Work order:
The material beneath this line should be printed exactly, with its pictures omitted.
++++ Information given ++++
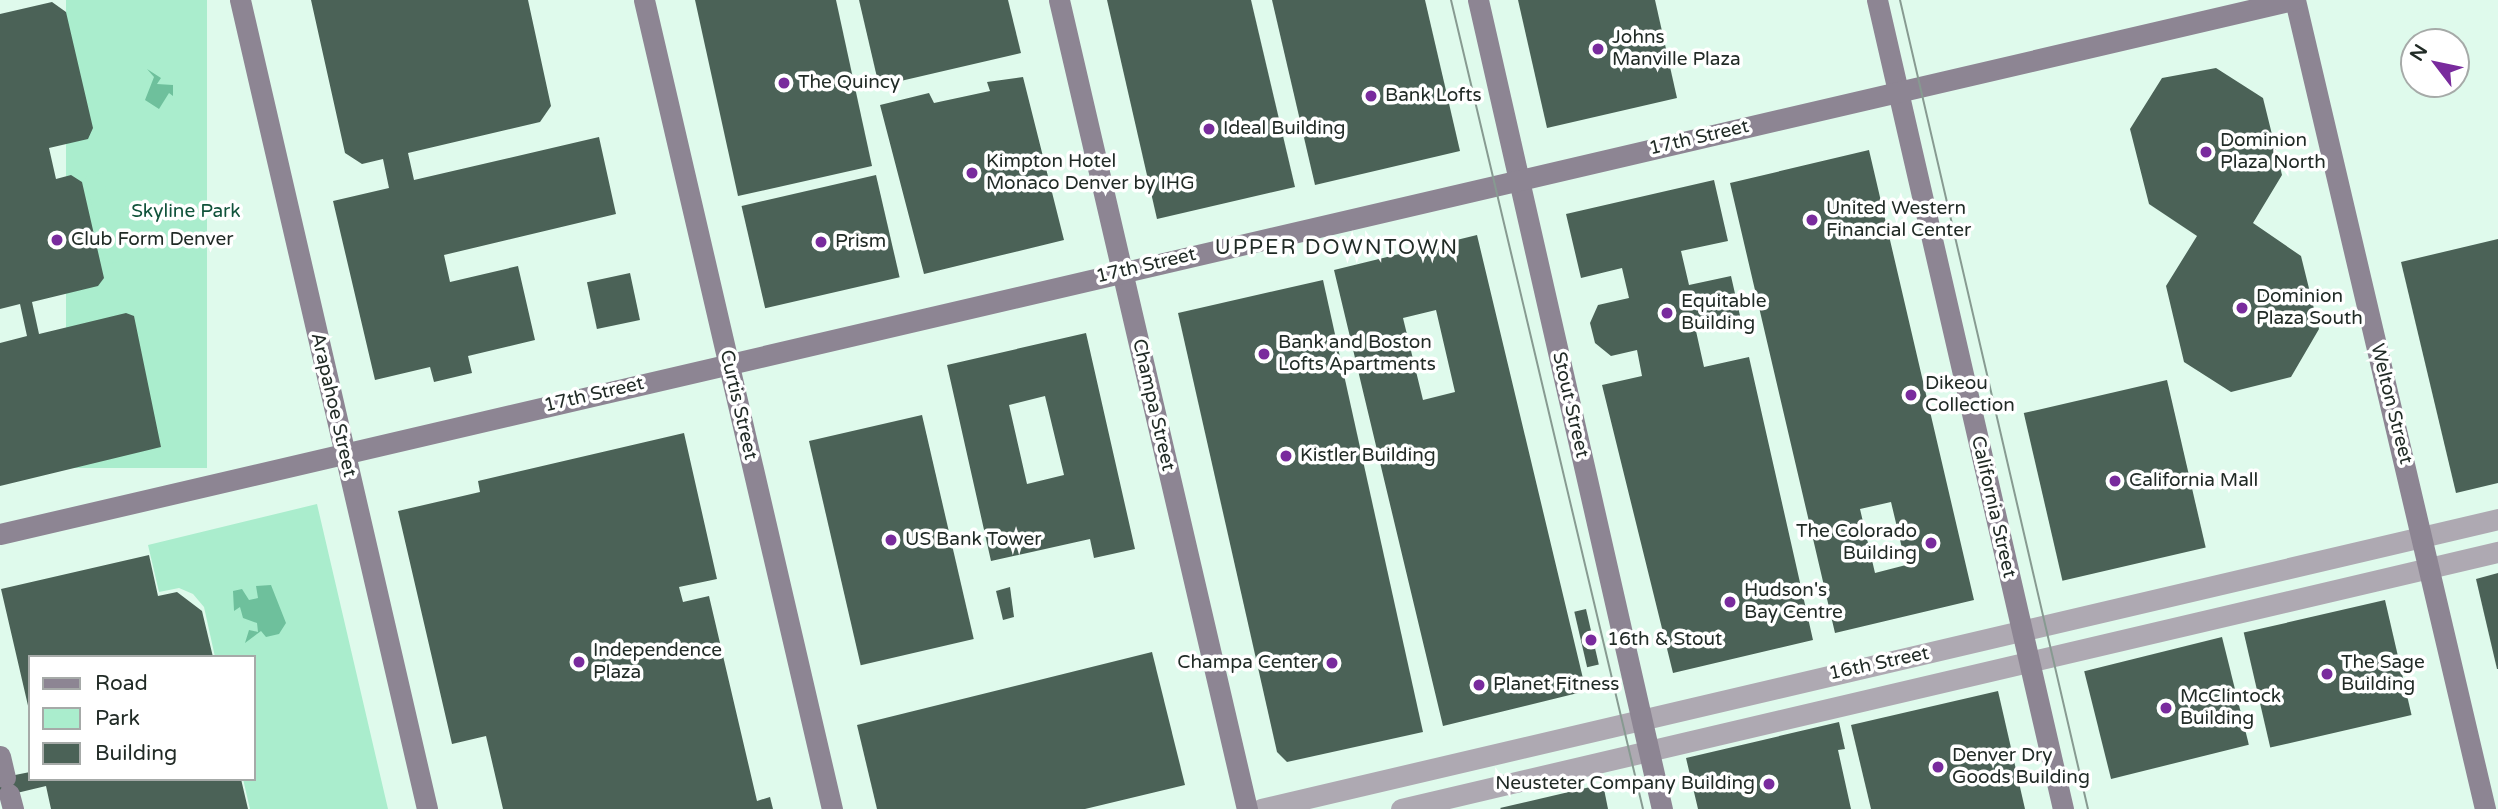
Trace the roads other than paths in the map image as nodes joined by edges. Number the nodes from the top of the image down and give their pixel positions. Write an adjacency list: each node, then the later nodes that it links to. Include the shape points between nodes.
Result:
1 (240, 0): 11 (main road, Arapahoe Street)
2 (644, 0): 10 (main road, Curtis Street)
3 (1059, 0): 9 (main road, Champa Street)
4 (1478, 0): 8 (main road, Stout Street)
5 (1877, 0): 7 (main road, California Street)
6 (2294, 0): 7 (main road, 17th Street); 14 (main road, Welton Street)
7 (1898, 92): 8 (main road, 17th Street); 17 (main road, California Street)
8 (1519, 180): 9 (main road, 17th Street); 19 (main road, Stout Street)
9 (1122, 272): 10 (main road, 17th Street); 25 (main road, Champa Street)
10 (728, 364): 11 (main road, 17th Street); 24 (main road, Curtis Street)
11 (345, 454): 13 (main road, 17th Street); 23 (main road, Arapahoe Street)
12 (2498, 519): 14 (street, 16th Street)
13 (0, 534)
14 (2423, 536): 16 (main road, Welton Street); 17 (street, 16th Street)
15 (2498, 552): 16 (street, 16th Street)
16 (2430, 568): 18 (street, 16th Street); 30 (main road, Welton Street)
17 (2021, 631): 18 (main road, California Street); 19 (street, 16th Street)
18 (2029, 661): 20 (street, 16th Street); 29 (main road, California Street)
19 (1641, 716): 20 (main road, Stout Street); 26 (street, 16th Street)
20 (1648, 747): 27 (street, 16th Street); 28 (main road, Stout Street)
21 (0, 755): 22 (main road)
22 (9, 794)
23 (427, 809)
24 (832, 809)
25 (1247, 809)
26 (1261, 809)
27 (1401, 809)
28 (1662, 809)
29 (2063, 809)
30 (2485, 809)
++++
Exercise result:
Trace the roads other than paths in the map image as nodes joined by edges. Number the nodes from the top of the image down and give their pixel positions. Write an adjacency list: each node, then the later nodes that it links to. Include the shape points between nodes.
Result:
1 (240, 0): 11 (main road, Arapahoe Street)
2 (644, 0): 10 (main road, Curtis Street)
3 (1059, 0): 9 (main road, Champa Street)
4 (1478, 0): 8 (main road, Stout Street)
5 (1877, 0): 7 (main road, California Street)
6 (2294, 0): 7 (main road, 17th Street); 14 (main road, Welton Street)
7 (1898, 92): 8 (main road, 17th Street); 17 (main road, California Street)
8 (1519, 180): 9 (main road, 17th Street); 19 (main road, Stout Street)
9 (1122, 272): 10 (main road, 17th Street); 25 (main road, Champa Street)
10 (728, 364): 11 (main road, 17th Street); 24 (main road, Curtis Street)
11 (345, 454): 13 (main road, 17th Street); 23 (main road, Arapahoe Street)
12 (2498, 519): 14 (street, 16th Street)
13 (0, 534)
14 (2423, 536): 16 (main road, Welton Street); 17 (street, 16th Street)
15 (2498, 552): 16 (street, 16th Street)
16 (2430, 568): 18 (street, 16th Street); 30 (main road, Welton Street)
17 (2021, 631): 18 (main road, California Street); 19 (street, 16th Street)
18 (2029, 661): 20 (street, 16th Street); 29 (main road, California Street)
19 (1641, 716): 20 (main road, Stout Street); 26 (street, 16th Street)
20 (1648, 747): 27 (street, 16th Street); 28 (main road, Stout Street)
21 (0, 755): 22 (main road)
22 (9, 794)
23 (427, 809)
24 (832, 809)
25 (1247, 809)
26 (1261, 809)
27 (1401, 809)
28 (1662, 809)
29 (2063, 809)
30 (2485, 809)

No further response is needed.